Quickstart¶
Simple Heat Flow and Anomaly Analysis¶
A quick analysis can be done using just a few commands. This assumes that
the heat flow data has already been loaded to the variables hf_x
,
hf_y
, and hf_mWm2
, where the former are the data point
coordinates in a map-projected coordinate system and the latter is an array
of the heat flow data (in \(\mathrm{mWm}^{-2}\)). For instance, the data
could be loaded from the NGHF [L2019] using the reheatfunq.data
module. All arrays are assumed to be one-dimensional continuous numpy arrays.

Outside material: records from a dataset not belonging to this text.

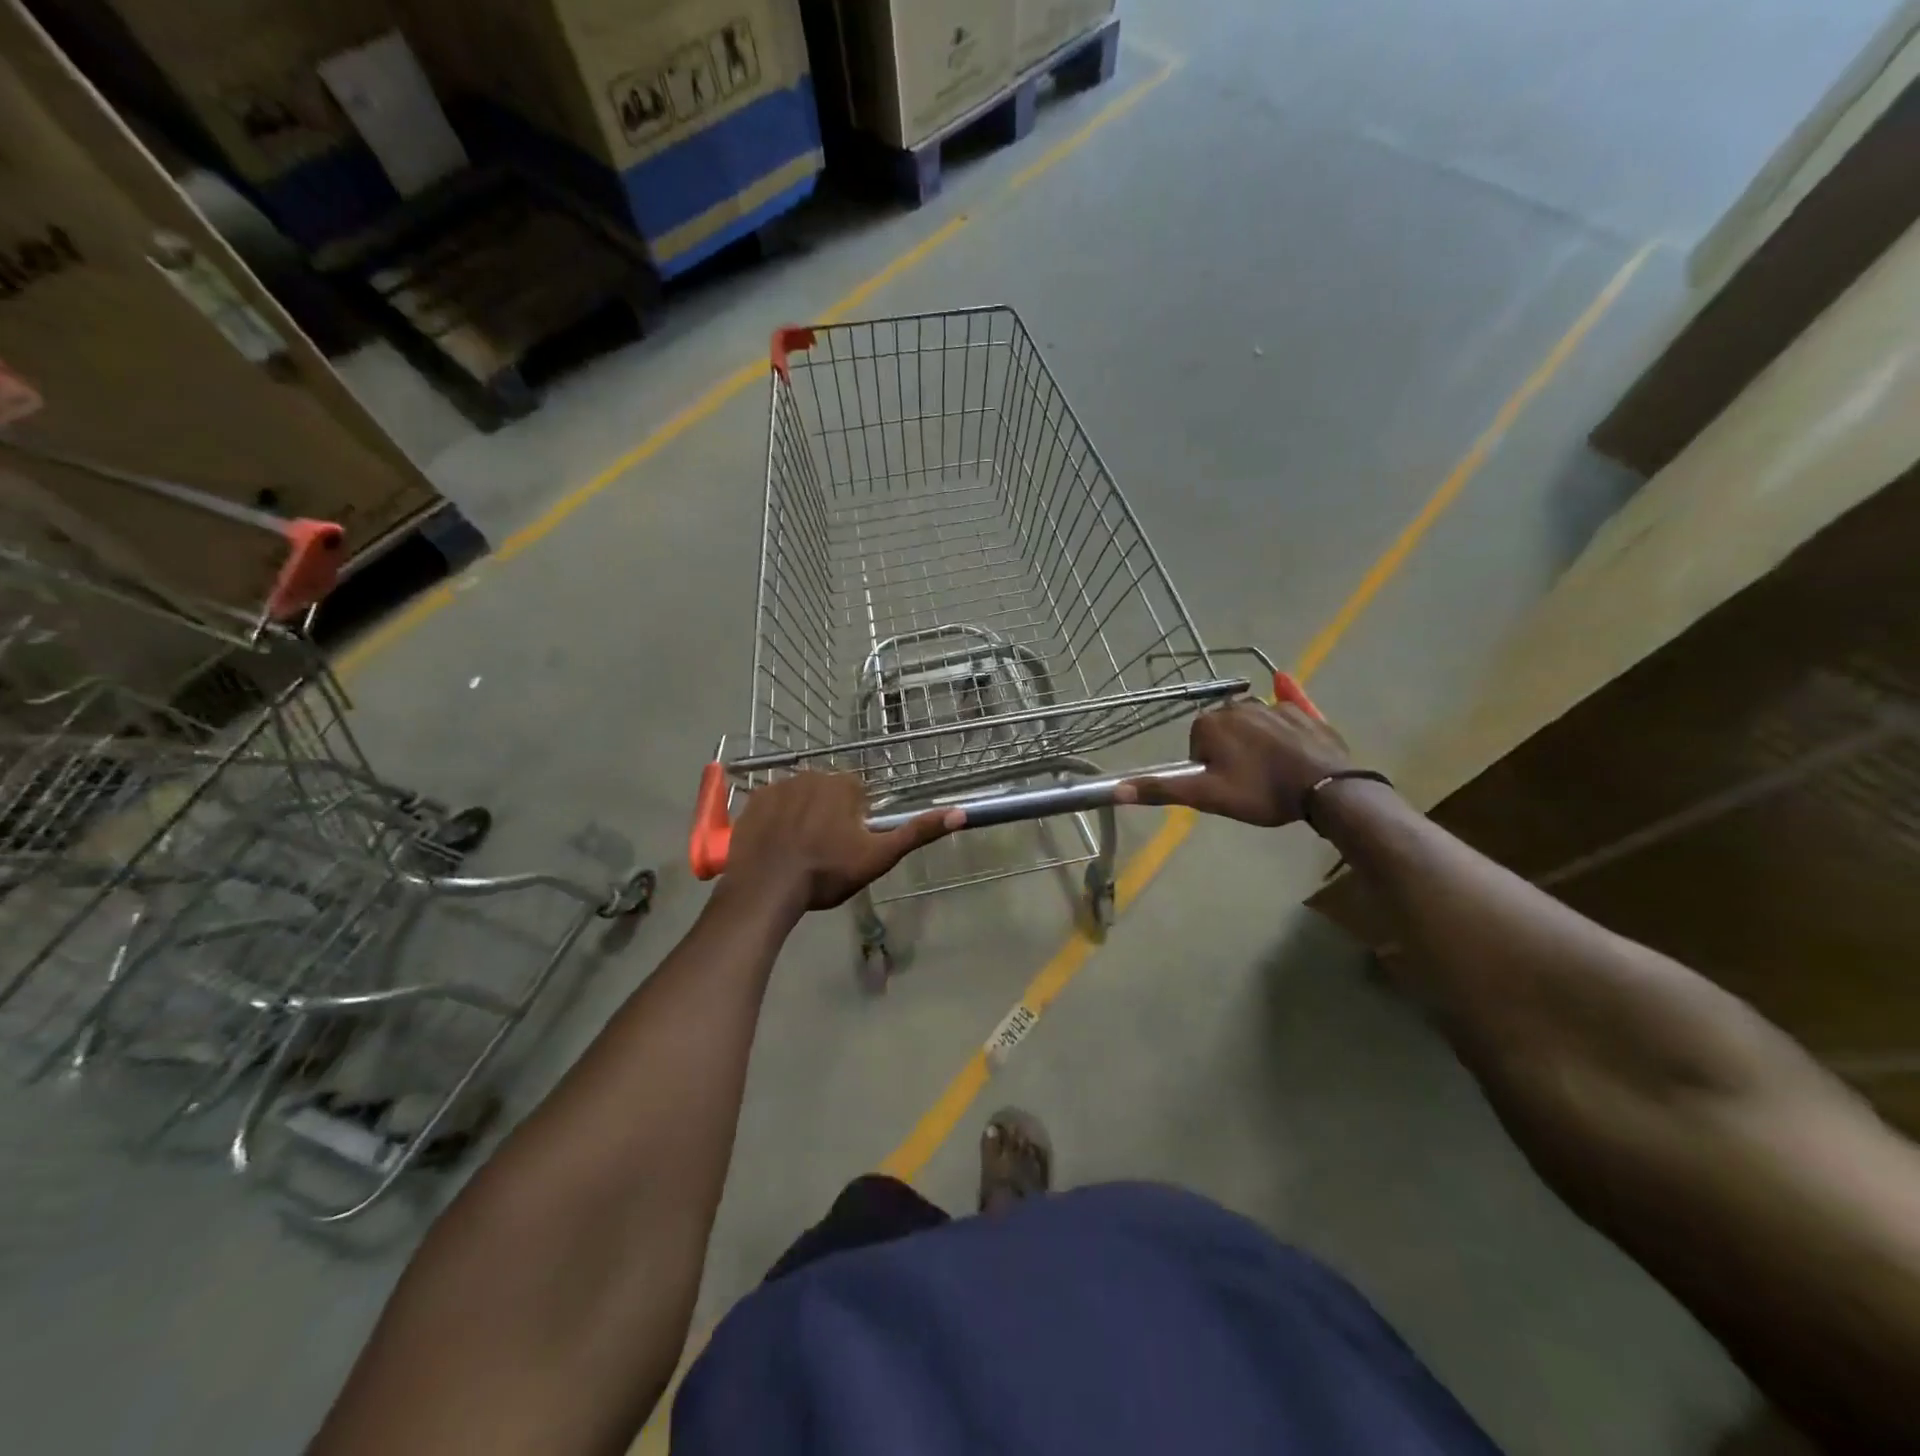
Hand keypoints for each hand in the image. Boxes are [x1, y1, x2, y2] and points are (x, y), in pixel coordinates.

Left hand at [725, 773, 961, 915]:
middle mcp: (812, 773)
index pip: (859, 794)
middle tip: (823, 851)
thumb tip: (961, 813)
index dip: (856, 821)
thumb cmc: (827, 872)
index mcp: (844, 784)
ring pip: (800, 797)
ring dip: (802, 815)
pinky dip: (776, 819)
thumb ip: (917, 833)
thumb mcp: (879, 856)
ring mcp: (778, 784)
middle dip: (829, 814)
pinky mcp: (753, 800)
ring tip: (798, 851)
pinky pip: (772, 804)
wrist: (767, 889)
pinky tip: (776, 845)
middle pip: (828, 792)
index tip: (848, 846)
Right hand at [1115, 699, 1351, 825]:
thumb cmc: (1261, 792)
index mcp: (1209, 722)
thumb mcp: (1207, 796)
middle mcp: (1236, 704)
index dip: (1208, 770)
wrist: (1326, 787)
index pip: (1197, 746)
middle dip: (1230, 755)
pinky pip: (1282, 720)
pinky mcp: (1301, 711)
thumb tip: (1115, 789)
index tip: (1226, 787)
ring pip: (1250, 726)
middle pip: (1222, 733)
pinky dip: (1282, 734)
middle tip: (1248, 784)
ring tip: (1272, 775)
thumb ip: (1161, 789)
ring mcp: (1271, 704)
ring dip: (1254, 745)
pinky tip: (1292, 754)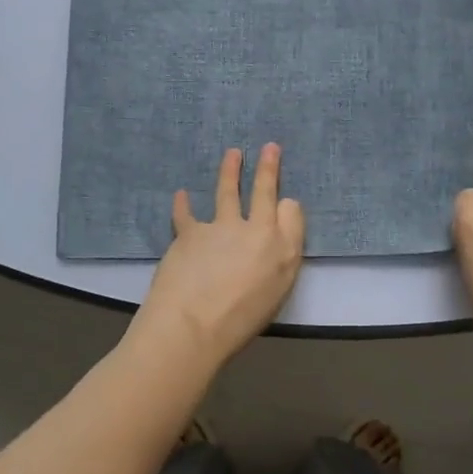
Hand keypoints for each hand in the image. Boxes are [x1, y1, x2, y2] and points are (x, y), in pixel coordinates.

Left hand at [132, 144, 305, 370]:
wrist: (192, 326)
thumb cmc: (239, 323)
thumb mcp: (275, 295)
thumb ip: (278, 262)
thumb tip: (270, 241)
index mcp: (283, 251)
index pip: (291, 213)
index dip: (287, 205)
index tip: (284, 201)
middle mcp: (257, 231)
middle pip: (264, 191)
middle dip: (268, 167)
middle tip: (269, 147)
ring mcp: (222, 227)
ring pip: (228, 191)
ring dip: (230, 170)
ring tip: (232, 154)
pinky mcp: (191, 231)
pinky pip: (186, 213)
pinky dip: (182, 204)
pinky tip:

First, perform the necessary imports:
import numpy as np
import matplotlib.pyplot as plt
from reheatfunq.regional import (default_prior,
HeatFlowPredictive)
from reheatfunq.anomaly import (HeatFlowAnomalyPosterior,
AnomalyLS1980)
Obtain the default GammaConjugatePrior
and
compute the predictive cumulative distribution function, that is, the estimate
of the regional aggregate heat flow distribution:
gcp = default_prior()
predictive = HeatFlowPredictive(hf_mWm2, hf_x, hf_y, gcp,
dmin=20e3)
qplt = np.linspace(30, 90)
cdf = predictive.cdf(qplt)
Now qplt
is a range of heat flow values from
\(30\,\mathrm{mWm}^{-2}\) to \(90\,\mathrm{mWm}^{-2}\), and
cdf
holds the corresponding values of the estimated heat flow CDF.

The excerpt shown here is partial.